One year of treatment with azithromycin significantly educed the rate of acute exacerbations of chronic obstructive pulmonary disease and improved quality of life, according to results of a large randomized clinical trial.

  • Pulmonary Clinical Trials
  • Chronic Obstructive Pulmonary Disease

One year of treatment with azithromycin significantly educed the rate of acute exacerbations of chronic obstructive pulmonary disease (COPD) and improved quality of life (QoL), according to results of a large randomized clinical trial, presented by Richard K. Albert, MD, Denver Health, University of Colorado, Denver, Colorado, USA.

Both the time to first acute exacerbation and the annualized rate of acute exacerbations were significantly lower in the azithromycin group (p<0.0001 and p=0.004, respectively). Scores on a QoL questionnaire that was specific for pulmonary disease showed significant improvement with azithromycin compared with placebo (p<0.006). The incidence of hearing decrement was increased by about 25% with active therapy versus placebo (p=0.002). The findings might help bring some clarity to the role of macrolide antibiotics in the management of COPD.

Although the trial addressed many of the shortcomings of previous studies [Banerjee D et al. Respir Med 2005; Suzuki T et al. Chest 2001; Seemungal TAR et al. Am J Respir Crit Care Med 2008; Yamaya M et al. J Am Geriatr Soc 2008; He Z et al. Respiration 2010], the impact of azithromycin on macrolide resistance in community bacterial flora remains unknown. Macrolide antibiotics have anti-inflammatory and immunomodulatory effects, in addition to antimicrobial properties. Chronic macrolide use has been shown to reduce the rate of exacerbations of cystic fibrosis and improve the status of patients with other types of airway disease, said Dr. Albert.

To examine the role of macrolides in COPD, investigators designed a randomized, placebo-controlled trial to evaluate azithromycin 250 mg/day, added to patients' existing COPD medications. Treatment and follow-up in the azithromycin and placebo groups continued for 1 year after randomization.

Eligible patients were aged >40 years, had moderate to severe COPD, and at least a 10 pack-year history of smoking. Current smokers were able participate in the study. Investigators randomized 1142 patients, and the final analysis included 1117 patients, 996 of whom completed the study. Patients also had an increased risk for acute exacerbations of COPD, defined by current need for O2, receipt of systemic steroids, hospitalization, or a COPD-related emergency department visit [Niewoehner et al. Ann Intern Med 2005].

The study's primary endpoint was the time to first acute exacerbation of COPD. An acute exacerbation was defined as an acute increase or new onset of cough, sputum, wheezing, dyspnea, or chest tightness that lasted at least 3 days, requiring systemic steroids and/or antibiotics.

Dr.
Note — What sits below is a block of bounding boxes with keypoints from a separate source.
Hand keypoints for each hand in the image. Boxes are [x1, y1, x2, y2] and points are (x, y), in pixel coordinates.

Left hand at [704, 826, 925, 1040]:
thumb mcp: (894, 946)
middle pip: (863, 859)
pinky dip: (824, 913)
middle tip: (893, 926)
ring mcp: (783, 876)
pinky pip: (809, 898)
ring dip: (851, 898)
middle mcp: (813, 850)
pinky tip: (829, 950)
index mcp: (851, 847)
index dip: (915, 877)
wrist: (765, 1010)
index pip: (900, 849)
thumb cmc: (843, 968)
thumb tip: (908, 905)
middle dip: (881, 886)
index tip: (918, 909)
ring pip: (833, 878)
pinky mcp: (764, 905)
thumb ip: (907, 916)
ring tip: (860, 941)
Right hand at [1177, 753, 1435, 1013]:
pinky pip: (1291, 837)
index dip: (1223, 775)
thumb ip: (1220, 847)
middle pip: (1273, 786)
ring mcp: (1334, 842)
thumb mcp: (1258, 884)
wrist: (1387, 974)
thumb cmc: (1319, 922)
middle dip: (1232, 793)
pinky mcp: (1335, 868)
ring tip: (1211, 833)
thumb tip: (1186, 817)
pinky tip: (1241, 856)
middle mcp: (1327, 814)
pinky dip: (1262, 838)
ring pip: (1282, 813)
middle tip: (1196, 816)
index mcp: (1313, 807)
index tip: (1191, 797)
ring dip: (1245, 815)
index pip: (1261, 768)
Albert reported that the median time to a first exacerbation was 266 days in the azithromycin group and 174 days in the placebo group, a difference that translated into a hazard ratio of 0.73 (p<0.0001). The azithromycin group had an acute exacerbation rate of 1.48 per year versus 1.83 for the placebo group (p=0.008).

Azithromycin was associated with a significantly greater decrease in total score on the respiratory questionnaire (−2.8 vs −0.6; p<0.006). Additionally, 42.6% of the azithromycin group had at least a 4-point improvement in the questionnaire, compared with 35.8% of the placebo group (p=0.034).
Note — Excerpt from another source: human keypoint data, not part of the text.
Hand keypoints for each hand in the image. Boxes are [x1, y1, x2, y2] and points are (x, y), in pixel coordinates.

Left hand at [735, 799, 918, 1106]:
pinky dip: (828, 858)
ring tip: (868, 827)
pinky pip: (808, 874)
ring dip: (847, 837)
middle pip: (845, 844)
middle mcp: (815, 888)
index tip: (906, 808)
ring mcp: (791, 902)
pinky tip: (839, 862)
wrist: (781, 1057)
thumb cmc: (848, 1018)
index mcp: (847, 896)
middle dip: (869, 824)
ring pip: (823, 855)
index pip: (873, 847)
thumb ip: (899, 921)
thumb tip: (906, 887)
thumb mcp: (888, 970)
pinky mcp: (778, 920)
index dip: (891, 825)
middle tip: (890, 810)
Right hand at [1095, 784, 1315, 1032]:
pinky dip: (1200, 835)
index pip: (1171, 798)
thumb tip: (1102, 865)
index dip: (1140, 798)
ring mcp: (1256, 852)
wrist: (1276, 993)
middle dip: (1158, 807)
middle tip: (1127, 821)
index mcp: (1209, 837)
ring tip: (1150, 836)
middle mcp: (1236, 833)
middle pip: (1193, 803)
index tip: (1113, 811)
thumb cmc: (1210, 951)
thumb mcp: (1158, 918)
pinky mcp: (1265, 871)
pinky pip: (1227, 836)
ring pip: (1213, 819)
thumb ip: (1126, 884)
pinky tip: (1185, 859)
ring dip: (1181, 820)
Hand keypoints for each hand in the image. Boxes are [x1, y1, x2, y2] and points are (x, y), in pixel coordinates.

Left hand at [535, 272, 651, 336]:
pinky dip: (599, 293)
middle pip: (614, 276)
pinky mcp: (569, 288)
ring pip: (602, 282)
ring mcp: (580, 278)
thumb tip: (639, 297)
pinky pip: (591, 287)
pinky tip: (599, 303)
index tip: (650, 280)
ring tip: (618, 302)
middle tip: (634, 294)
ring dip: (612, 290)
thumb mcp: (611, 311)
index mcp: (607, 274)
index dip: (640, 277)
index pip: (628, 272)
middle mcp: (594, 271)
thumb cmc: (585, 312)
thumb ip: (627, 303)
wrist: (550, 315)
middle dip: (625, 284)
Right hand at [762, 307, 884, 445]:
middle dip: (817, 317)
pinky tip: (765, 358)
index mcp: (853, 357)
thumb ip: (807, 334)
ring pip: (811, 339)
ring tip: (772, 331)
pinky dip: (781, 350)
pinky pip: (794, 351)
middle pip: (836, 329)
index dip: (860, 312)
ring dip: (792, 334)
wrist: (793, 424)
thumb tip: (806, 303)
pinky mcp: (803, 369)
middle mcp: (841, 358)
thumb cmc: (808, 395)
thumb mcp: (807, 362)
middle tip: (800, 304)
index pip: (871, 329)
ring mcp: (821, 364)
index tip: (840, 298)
Adverse events and serious adverse events occurred in a similar proportion of patients in the two groups. Significantly more patients in the azithromycin arm discontinued treatment because of hearing decrements (25% vs 20%; p=0.04).
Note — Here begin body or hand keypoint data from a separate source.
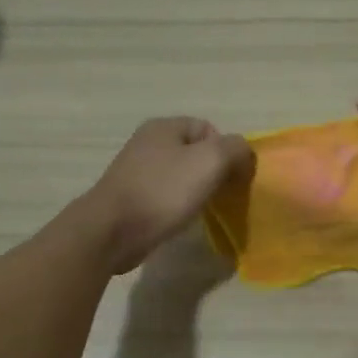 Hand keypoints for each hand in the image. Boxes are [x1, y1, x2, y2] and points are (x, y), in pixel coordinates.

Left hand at [81, 117, 253, 273]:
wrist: (112, 231)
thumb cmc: (163, 191)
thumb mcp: (210, 161)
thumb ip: (235, 149)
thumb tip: (244, 154)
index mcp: (164, 126)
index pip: (209, 129)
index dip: (226, 151)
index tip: (231, 178)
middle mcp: (148, 143)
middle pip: (195, 152)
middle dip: (213, 173)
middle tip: (221, 195)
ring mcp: (136, 171)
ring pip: (180, 175)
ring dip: (195, 191)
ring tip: (201, 210)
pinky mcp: (131, 198)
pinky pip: (165, 196)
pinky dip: (177, 206)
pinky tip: (179, 220) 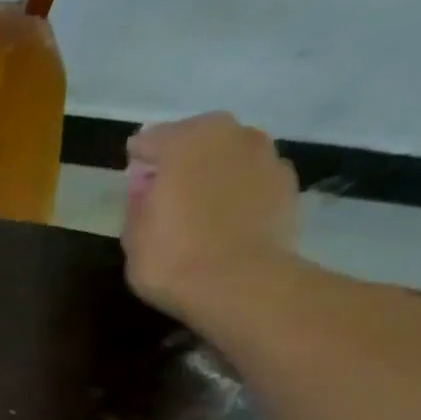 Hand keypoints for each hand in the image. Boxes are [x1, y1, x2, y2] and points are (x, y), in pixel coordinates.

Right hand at [122, 112, 299, 318]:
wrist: (239, 284)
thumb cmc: (172, 259)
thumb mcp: (133, 235)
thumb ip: (138, 202)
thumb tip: (146, 185)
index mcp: (184, 142)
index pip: (150, 139)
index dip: (139, 161)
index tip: (133, 182)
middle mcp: (229, 135)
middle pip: (197, 137)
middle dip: (181, 157)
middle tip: (167, 189)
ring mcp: (265, 155)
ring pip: (229, 153)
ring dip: (214, 169)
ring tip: (201, 202)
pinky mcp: (287, 182)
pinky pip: (253, 176)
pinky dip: (239, 188)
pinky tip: (228, 215) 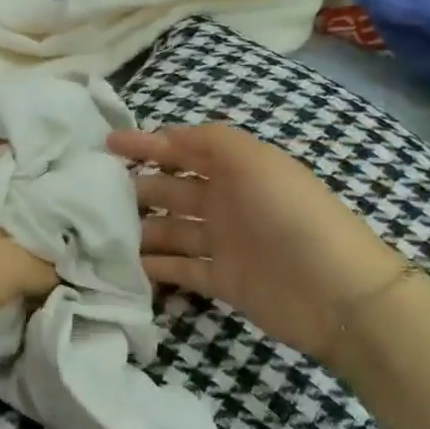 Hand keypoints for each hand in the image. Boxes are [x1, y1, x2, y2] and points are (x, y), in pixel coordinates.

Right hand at [108, 124, 405, 368]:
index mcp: (237, 169)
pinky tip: (122, 264)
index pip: (183, 149)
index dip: (147, 144)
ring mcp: (224, 243)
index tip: (106, 144)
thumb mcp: (253, 160)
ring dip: (140, 228)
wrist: (337, 293)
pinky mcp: (222, 281)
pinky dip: (154, 266)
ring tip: (99, 230)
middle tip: (93, 192)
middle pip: (172, 190)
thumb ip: (208, 140)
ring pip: (170, 230)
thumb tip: (164, 135)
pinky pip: (180, 268)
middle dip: (137, 186)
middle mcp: (227, 202)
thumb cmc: (290, 215) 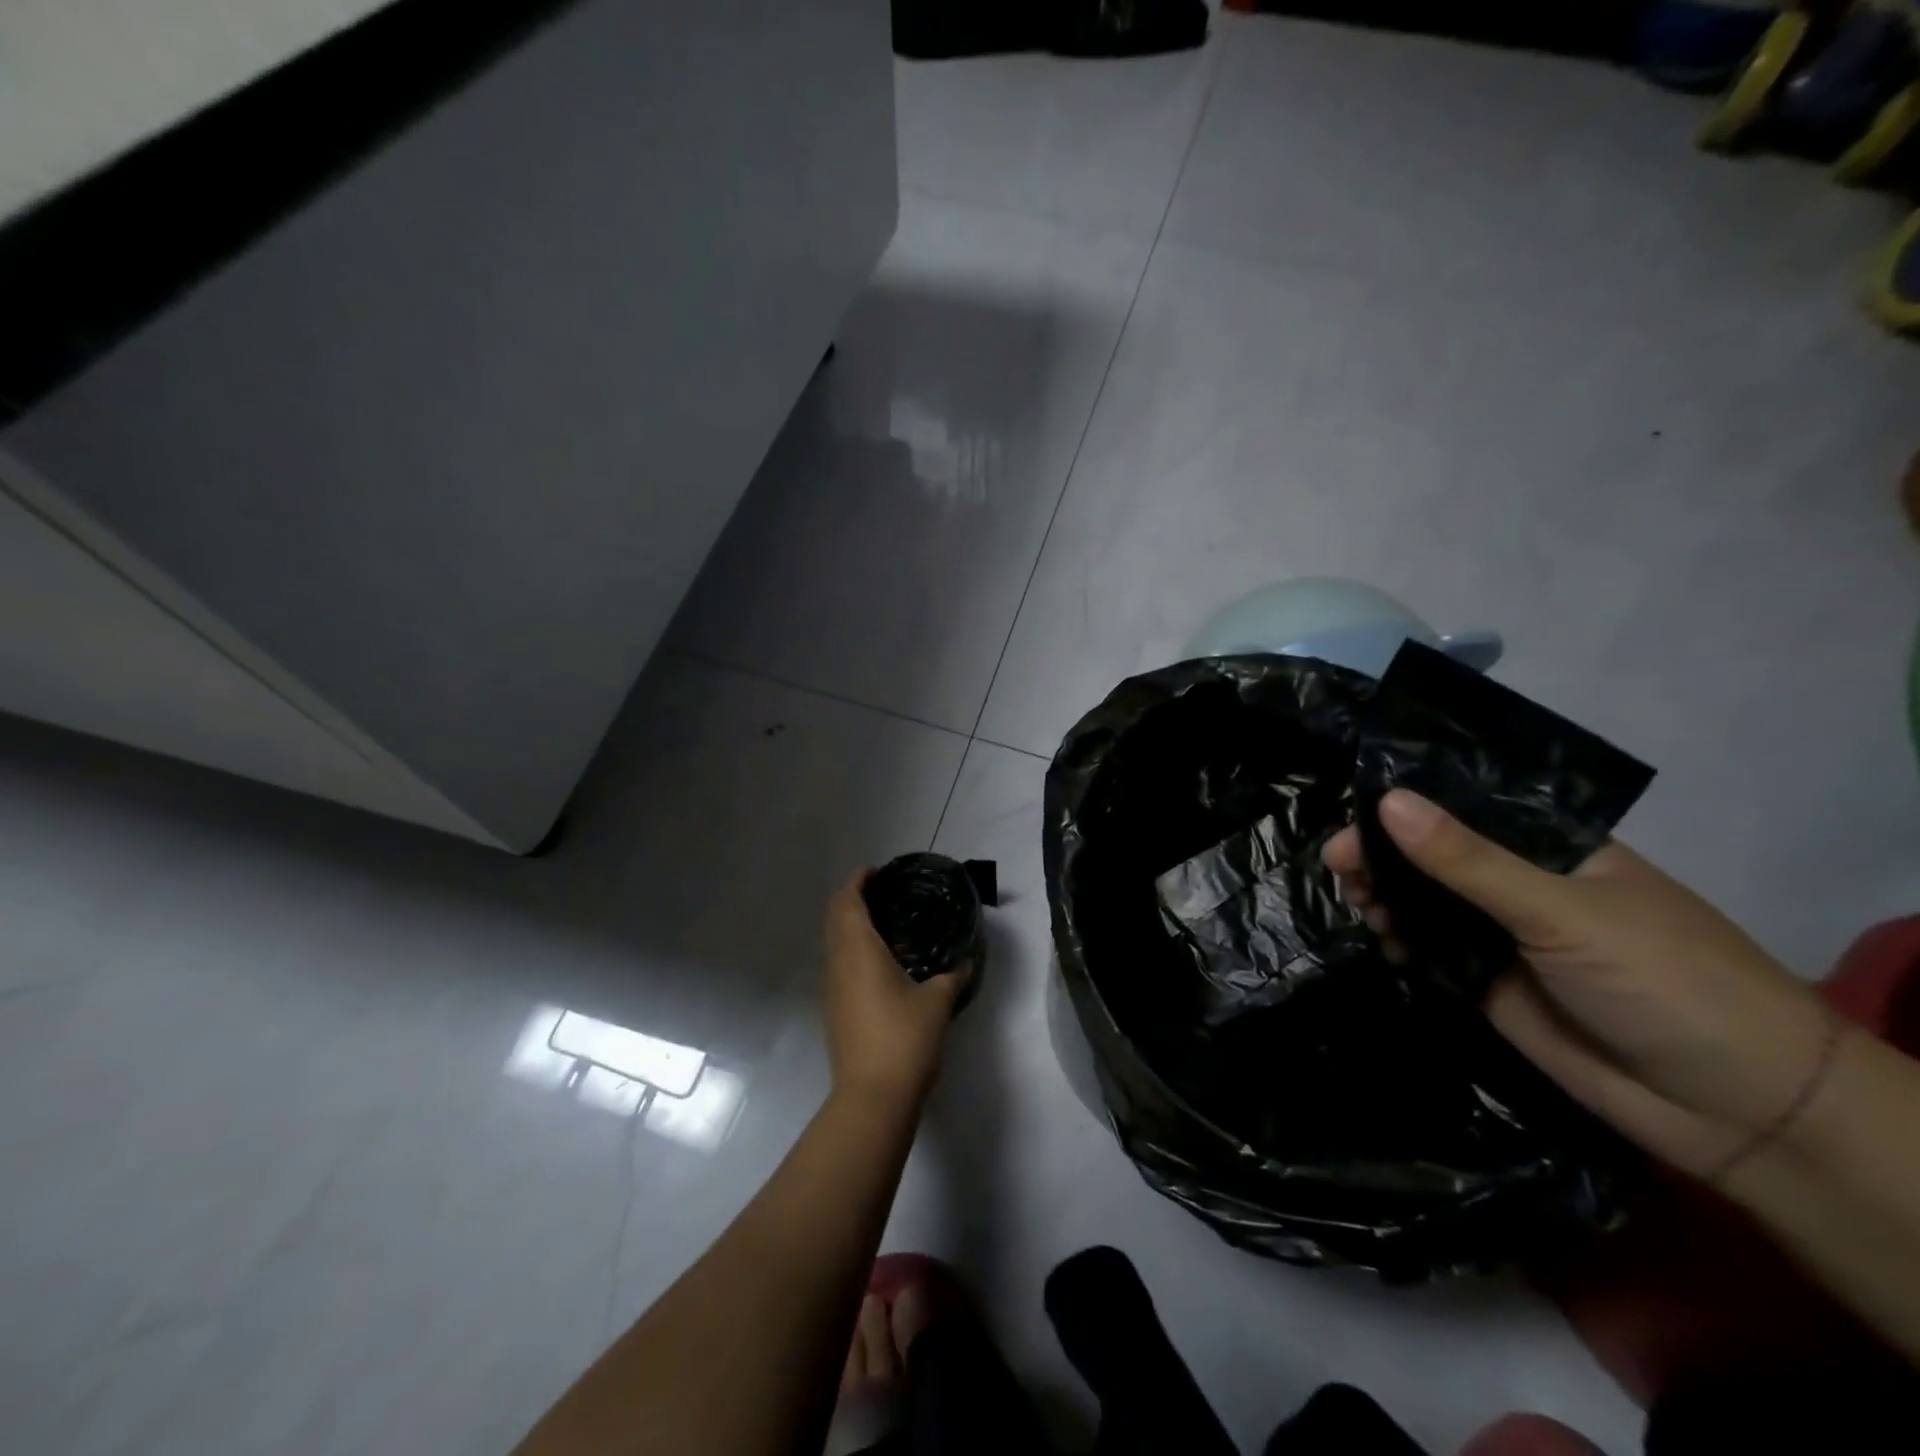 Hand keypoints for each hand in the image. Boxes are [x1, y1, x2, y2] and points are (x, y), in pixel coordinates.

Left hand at [824, 870, 969, 1104]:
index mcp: (859, 951)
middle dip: (853, 898)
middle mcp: (839, 964)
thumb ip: (952, 976)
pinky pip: (839, 964)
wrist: (872, 1097)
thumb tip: (965, 961)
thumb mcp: (937, 1003)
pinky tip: (881, 962)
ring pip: (834, 943)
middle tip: (884, 892)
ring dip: (851, 925)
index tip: (876, 871)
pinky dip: (852, 949)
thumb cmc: (904, 1039)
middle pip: (835, 918)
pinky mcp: (835, 1010)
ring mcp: (833, 989)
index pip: (848, 902)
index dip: (857, 881)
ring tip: (885, 922)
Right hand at [1323, 790, 1835, 1180]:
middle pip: (1433, 856)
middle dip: (1383, 855)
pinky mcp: (1488, 983)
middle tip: (1339, 865)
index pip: (1462, 809)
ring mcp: (1503, 936)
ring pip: (1424, 903)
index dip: (1403, 807)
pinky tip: (1385, 942)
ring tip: (1360, 905)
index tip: (1350, 814)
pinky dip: (1400, 942)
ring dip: (1385, 897)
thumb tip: (1386, 800)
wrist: (1734, 1108)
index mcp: (1551, 848)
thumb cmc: (1663, 980)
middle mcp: (1521, 885)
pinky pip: (1429, 950)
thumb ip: (1469, 861)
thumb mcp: (1560, 911)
At enrollment, a similar proportion of patients in the two groups were colonized with selected respiratory pathogens. During the study, 12% of azithromycin patients and 28% of the placebo group who were not colonized with selected respiratory pathogens on enrollment became colonized (p<0.001), but more patients who were treated with azithromycin became colonized with resistant pathogens (81% vs 41%; p<0.0001), but Dr. Albert noted that culture results were available for only 55% to 60% of patients with pathogens.

“The rate of acute exacerbations of COPD was higher in this study than in other recent trials,” said Dr. Albert. “That was by intent, however, as we selected patients who were more likely to have acute exacerbations. Of seven previous studies of macrolides in COPD, two showed no benefit and five showed a decrease in acute exacerbations. All of the studies had design concerns, including retrospective and unblinded designs, no concurrent control groups, and small numbers of patients.”